Last, using the G20 stock markets, including G7 developed countries, BRICS developing countries and other important economies, as representative of the global stock market system, this paper divides the time period into three representative macroeconomic periods, i.e., the pre-crisis period, the crisis period and the post-crisis period, for empirical analysis. Particularly, it explores the risk spillovers from the oil market to the global stock system from two perspectives, i.e., the pairwise CoVaR perspective and the system-wide CoVaR network perspective. Both of them conduct the empirical analysis via setting the oil market as conditional variable. It is reasonable and valuable to use the oil market as conditional variable for the two following reasons: (1) The oil market does not belong to the stock system, and its attributes are different from the various stock markets; (2) In our framework, we employ CoVaR to measure the risk spillover from oil to G20 stock market and compare the similarities and differences between G20 VaR network and CoVaR network. By this way, the impact of oil as exogenous shock can be well identified.

This paper has contributed to the existing literature from both methodology and empirical analysis. For the methodology, Demirer et al. (2018) construct the network for stock volatility, which can reflect the risk spillover in some degree. Meanwhile, White et al. (2015) propose VAR for VaR model to measure the tail risk VaR via considering two financial series, and it can also measure the risk spillover for two financial markets. However, combined with stock volatility, VaR contains conditional volatility, conditional mean and tail quantile of standardized distribution for stock series. Thus, VaR connectedness can well measure the tail risk spillovers which considers the extreme market conditions. Meanwhile, CoVaR contains conditional volatility, conditional mean, tail quantile of standardized distribution for stock series, and also contains the joint distribution for stocks and oil. Thus, compared with Demirer et al. (2018)’s volatility connectedness, this paper constructs CoVaR connectedness to reflect the conditional tail risk contagion for stock markets. Particularly, the high-dimensional CoVaR network can also measure the conditional financial contagion and risk spillover among a larger number of financial markets, extending pairwise analysis to a multivariable network framework.

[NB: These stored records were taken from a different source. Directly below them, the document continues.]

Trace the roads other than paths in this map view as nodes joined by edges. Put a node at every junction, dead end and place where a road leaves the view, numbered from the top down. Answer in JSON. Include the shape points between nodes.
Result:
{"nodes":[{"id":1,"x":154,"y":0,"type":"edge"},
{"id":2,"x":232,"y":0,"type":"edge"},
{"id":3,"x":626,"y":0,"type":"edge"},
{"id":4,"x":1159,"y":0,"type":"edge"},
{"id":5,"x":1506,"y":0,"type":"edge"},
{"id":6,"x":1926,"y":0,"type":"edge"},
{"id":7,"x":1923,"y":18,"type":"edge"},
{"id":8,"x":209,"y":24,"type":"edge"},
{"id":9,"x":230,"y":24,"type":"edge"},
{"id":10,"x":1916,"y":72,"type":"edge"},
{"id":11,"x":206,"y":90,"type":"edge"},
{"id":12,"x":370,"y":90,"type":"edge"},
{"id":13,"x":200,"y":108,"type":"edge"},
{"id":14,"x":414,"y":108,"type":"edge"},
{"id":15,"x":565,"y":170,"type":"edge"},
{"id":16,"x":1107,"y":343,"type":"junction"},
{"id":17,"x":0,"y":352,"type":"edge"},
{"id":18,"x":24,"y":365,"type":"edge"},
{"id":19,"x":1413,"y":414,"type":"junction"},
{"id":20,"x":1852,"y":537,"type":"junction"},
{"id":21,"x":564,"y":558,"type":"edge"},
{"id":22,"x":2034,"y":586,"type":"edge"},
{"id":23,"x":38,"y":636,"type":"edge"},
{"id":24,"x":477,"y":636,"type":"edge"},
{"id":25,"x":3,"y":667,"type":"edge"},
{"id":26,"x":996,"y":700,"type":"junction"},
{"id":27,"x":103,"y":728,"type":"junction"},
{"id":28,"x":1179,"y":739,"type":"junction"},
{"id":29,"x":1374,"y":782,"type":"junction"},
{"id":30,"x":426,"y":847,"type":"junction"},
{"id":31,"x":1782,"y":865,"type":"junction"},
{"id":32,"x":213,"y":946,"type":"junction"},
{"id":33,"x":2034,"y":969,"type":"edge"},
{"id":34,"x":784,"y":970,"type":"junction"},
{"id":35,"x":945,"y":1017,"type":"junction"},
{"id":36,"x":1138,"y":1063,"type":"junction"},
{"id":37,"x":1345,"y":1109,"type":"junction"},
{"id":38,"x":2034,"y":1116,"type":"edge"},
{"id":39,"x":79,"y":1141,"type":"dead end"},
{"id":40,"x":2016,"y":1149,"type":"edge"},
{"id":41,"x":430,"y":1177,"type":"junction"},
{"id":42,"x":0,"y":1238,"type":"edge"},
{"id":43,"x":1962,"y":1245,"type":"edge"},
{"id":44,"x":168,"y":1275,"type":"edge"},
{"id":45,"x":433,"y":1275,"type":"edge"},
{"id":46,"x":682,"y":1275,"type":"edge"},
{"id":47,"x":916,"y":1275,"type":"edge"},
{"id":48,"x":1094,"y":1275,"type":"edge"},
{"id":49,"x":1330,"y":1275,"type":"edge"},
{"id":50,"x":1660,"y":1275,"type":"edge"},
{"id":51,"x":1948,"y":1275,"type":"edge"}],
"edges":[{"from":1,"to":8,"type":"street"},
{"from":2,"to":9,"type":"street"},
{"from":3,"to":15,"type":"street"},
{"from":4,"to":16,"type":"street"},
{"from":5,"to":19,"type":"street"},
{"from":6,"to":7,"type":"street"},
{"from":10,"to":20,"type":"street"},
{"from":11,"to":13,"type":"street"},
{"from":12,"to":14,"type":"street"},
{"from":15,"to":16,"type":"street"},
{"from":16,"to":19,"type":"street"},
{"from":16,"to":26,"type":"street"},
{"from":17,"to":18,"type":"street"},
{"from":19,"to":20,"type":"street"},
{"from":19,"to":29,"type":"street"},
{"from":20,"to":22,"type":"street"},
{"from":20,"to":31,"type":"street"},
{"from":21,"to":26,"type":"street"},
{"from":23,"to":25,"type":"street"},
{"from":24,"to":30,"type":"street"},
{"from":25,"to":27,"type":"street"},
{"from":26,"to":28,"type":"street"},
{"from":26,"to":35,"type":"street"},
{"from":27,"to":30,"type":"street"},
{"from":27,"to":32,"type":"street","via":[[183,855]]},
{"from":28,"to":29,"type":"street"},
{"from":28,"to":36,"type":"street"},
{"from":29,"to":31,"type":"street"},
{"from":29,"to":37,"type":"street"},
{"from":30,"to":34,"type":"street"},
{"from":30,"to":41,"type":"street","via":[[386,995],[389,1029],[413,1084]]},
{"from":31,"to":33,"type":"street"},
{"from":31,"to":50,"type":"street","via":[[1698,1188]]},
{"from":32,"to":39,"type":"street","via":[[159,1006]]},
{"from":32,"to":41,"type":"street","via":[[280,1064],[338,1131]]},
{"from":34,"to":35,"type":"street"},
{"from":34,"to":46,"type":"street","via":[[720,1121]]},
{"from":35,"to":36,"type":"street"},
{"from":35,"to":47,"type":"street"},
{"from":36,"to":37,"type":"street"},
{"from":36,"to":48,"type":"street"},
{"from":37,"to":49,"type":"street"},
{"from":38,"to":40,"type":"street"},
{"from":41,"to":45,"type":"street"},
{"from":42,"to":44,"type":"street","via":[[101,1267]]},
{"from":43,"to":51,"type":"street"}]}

For the empirical analysis, Ji et al. (2020) mainly employed CoVaR based on oil price decomposition to explore the risk spillovers from different types of oil shocks to BRICS stocks. Li and Wei (2018) employed time-varying copula-CoVaR model via combining the variational mode decomposition method to explore the risk spillovers from crude oil to China's stock market, and Wen et al. (2012) similarly employed time-varying copula model to measure the financial contagion between oil and China and United State stock markets. Above literature focused on the pairwise empirical analysis which cannot provide clear evidence for a worldwide market. Zhang (2017) employed network connectedness to explore the risk spillovers among crude oil and six stock markets, while it focused on returns rather than tail risk. Therefore, this paper constructs the high-dimensional VaR network and CoVaR network to analyse the tail risk spillover among the selected G20 stock markets, including G7, BRICS and other important economies.

The rest of the paper is structured as follows. In Section 2, we introduce the methodology. In Section 3, we conduct the empirical analysis. Finally, we conclude in Section 4.